Data for this exercise –
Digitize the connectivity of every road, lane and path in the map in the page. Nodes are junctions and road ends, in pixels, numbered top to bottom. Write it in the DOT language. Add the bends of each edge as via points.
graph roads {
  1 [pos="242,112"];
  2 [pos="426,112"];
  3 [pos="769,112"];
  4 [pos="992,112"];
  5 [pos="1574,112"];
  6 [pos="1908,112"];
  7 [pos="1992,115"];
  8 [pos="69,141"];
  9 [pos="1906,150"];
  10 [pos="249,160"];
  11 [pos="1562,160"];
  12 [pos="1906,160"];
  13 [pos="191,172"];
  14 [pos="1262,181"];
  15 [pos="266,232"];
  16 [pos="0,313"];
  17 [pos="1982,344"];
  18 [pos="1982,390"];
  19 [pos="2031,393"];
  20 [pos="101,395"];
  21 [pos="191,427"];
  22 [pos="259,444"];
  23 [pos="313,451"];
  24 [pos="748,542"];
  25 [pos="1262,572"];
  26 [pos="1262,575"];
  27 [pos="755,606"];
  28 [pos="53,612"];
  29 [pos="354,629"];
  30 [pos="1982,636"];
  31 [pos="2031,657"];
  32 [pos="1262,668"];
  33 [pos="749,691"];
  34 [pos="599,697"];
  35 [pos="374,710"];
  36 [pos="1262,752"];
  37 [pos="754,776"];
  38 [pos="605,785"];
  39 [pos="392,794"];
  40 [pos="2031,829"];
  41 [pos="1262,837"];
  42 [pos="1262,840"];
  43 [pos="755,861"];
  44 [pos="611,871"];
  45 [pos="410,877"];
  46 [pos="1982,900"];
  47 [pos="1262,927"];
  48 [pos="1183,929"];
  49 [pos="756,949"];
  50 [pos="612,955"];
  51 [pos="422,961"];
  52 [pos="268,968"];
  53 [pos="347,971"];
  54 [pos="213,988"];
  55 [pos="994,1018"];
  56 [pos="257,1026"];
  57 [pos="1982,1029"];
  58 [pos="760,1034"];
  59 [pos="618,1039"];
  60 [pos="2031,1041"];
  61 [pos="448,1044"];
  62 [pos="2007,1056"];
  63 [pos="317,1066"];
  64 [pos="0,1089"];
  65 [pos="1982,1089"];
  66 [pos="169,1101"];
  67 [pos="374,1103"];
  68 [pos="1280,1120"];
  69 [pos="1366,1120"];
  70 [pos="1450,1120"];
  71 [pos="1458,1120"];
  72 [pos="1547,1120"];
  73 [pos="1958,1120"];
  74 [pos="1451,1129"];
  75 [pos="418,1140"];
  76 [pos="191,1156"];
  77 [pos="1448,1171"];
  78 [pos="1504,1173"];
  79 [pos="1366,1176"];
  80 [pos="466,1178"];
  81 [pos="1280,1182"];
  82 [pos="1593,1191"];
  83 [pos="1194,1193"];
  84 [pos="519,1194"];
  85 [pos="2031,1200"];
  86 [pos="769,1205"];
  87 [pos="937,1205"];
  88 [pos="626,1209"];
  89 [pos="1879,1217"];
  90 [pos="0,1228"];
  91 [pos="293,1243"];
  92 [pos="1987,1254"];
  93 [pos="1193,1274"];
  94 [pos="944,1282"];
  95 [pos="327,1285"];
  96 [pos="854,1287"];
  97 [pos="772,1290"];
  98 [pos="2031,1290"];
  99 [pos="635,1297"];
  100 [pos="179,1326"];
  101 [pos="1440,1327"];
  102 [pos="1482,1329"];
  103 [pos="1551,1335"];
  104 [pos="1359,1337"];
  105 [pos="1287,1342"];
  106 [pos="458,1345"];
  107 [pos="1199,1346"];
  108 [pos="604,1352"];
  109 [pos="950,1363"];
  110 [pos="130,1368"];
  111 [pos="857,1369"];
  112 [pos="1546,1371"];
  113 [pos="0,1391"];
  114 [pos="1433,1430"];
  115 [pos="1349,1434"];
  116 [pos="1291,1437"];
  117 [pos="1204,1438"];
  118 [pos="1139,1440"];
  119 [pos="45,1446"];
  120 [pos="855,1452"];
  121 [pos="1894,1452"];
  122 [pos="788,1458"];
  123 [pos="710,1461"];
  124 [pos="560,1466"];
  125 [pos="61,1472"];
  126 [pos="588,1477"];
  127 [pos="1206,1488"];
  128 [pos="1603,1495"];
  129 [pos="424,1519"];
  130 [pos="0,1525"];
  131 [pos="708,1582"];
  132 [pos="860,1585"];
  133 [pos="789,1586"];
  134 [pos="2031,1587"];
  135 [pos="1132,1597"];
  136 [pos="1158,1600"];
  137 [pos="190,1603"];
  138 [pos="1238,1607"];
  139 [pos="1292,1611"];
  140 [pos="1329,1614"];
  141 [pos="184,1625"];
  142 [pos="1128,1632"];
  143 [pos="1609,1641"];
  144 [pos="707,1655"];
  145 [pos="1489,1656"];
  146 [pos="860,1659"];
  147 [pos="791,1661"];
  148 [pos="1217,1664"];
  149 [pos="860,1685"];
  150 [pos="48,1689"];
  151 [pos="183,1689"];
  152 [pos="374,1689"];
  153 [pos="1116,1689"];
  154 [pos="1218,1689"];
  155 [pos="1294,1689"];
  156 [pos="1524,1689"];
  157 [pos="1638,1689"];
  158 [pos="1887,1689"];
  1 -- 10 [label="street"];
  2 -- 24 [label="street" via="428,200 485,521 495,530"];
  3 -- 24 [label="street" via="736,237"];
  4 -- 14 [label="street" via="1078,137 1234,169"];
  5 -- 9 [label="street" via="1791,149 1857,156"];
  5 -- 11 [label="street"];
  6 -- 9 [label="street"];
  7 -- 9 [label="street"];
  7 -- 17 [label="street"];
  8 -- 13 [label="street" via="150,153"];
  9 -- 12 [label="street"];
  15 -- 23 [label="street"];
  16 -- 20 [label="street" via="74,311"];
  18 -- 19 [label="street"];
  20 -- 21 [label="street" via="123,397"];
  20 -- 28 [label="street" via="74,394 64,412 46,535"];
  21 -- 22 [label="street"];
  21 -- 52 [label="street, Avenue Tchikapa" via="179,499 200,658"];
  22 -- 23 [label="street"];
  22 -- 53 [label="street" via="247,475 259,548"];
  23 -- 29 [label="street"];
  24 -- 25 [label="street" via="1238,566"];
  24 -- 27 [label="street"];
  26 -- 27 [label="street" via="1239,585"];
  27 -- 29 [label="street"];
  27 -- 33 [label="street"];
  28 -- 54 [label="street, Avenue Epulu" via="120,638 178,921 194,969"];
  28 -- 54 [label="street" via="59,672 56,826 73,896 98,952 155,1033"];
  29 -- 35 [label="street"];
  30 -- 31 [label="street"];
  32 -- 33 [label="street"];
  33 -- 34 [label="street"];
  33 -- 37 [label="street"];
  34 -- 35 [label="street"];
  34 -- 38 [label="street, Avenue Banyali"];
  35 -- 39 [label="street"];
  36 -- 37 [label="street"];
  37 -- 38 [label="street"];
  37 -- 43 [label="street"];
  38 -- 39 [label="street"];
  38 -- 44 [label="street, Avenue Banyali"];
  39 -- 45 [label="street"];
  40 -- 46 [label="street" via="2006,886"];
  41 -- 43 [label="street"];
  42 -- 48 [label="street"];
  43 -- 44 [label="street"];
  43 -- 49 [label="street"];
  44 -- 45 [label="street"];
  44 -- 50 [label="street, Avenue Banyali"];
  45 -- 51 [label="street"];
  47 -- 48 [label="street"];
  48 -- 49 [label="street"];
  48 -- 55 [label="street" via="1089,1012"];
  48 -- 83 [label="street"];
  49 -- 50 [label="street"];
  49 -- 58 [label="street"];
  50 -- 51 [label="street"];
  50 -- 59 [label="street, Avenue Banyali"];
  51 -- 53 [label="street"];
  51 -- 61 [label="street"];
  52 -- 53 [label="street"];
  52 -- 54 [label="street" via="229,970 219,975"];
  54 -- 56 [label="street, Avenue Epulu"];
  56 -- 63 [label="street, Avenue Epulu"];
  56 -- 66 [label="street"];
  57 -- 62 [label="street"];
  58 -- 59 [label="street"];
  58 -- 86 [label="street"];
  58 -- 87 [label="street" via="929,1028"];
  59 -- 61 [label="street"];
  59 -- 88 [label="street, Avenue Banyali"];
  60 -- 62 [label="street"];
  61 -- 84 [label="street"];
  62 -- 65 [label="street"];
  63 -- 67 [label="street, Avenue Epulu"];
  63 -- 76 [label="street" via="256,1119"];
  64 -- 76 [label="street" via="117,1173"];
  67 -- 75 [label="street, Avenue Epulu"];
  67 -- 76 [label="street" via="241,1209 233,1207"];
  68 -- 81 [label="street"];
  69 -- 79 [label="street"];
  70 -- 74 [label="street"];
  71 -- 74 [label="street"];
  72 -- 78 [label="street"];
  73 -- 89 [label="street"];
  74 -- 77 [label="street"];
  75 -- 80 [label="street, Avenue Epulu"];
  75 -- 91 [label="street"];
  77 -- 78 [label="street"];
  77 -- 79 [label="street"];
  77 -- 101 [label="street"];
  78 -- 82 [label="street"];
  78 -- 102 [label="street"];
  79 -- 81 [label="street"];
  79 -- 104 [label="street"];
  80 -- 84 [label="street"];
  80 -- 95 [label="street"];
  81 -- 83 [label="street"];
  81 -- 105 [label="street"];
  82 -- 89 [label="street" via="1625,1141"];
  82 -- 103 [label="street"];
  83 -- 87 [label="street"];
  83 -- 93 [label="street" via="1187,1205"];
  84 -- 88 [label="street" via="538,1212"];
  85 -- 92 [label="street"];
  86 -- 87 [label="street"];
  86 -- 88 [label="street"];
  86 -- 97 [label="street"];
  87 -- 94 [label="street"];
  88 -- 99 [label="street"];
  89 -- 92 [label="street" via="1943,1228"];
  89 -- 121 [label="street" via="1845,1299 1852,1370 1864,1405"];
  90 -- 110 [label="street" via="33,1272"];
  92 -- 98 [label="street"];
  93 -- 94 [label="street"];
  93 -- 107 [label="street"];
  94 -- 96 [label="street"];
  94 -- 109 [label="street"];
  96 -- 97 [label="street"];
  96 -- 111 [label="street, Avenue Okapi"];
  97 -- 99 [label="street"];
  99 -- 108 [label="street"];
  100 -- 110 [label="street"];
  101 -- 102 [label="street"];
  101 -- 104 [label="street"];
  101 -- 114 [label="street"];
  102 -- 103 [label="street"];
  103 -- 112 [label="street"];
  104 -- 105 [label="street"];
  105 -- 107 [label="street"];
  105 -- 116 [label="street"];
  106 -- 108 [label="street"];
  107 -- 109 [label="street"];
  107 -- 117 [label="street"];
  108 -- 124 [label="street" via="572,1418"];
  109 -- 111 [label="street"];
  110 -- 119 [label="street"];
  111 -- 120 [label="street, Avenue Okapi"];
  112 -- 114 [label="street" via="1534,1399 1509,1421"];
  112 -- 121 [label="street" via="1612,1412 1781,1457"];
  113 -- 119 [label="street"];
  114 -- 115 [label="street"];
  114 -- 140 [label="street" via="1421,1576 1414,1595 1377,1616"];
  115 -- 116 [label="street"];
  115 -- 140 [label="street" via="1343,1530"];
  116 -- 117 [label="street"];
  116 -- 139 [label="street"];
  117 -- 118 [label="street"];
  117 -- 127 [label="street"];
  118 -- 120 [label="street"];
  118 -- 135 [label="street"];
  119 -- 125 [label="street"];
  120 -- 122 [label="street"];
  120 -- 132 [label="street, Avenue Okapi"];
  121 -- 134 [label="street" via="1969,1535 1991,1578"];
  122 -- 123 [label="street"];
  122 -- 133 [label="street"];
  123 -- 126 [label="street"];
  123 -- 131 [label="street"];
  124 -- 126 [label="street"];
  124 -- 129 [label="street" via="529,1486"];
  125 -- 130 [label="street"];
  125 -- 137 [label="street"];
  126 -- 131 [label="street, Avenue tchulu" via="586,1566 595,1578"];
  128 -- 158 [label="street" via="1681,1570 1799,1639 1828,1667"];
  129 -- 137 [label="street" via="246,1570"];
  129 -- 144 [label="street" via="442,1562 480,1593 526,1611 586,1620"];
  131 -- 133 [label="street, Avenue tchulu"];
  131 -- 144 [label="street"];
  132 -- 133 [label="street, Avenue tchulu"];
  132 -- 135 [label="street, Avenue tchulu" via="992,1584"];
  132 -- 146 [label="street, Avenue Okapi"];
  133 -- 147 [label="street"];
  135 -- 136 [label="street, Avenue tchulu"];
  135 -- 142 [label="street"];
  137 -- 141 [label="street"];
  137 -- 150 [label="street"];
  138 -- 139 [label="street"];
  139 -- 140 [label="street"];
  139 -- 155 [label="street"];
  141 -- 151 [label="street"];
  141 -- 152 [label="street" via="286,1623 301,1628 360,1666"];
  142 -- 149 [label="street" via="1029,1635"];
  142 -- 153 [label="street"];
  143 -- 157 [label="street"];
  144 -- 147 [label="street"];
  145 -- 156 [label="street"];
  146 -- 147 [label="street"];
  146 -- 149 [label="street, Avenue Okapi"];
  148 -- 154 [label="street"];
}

Problem requirements – Look over the material above and report how many of its lines have the string "tchulu" in them, nothing more.

Solution to this task – 5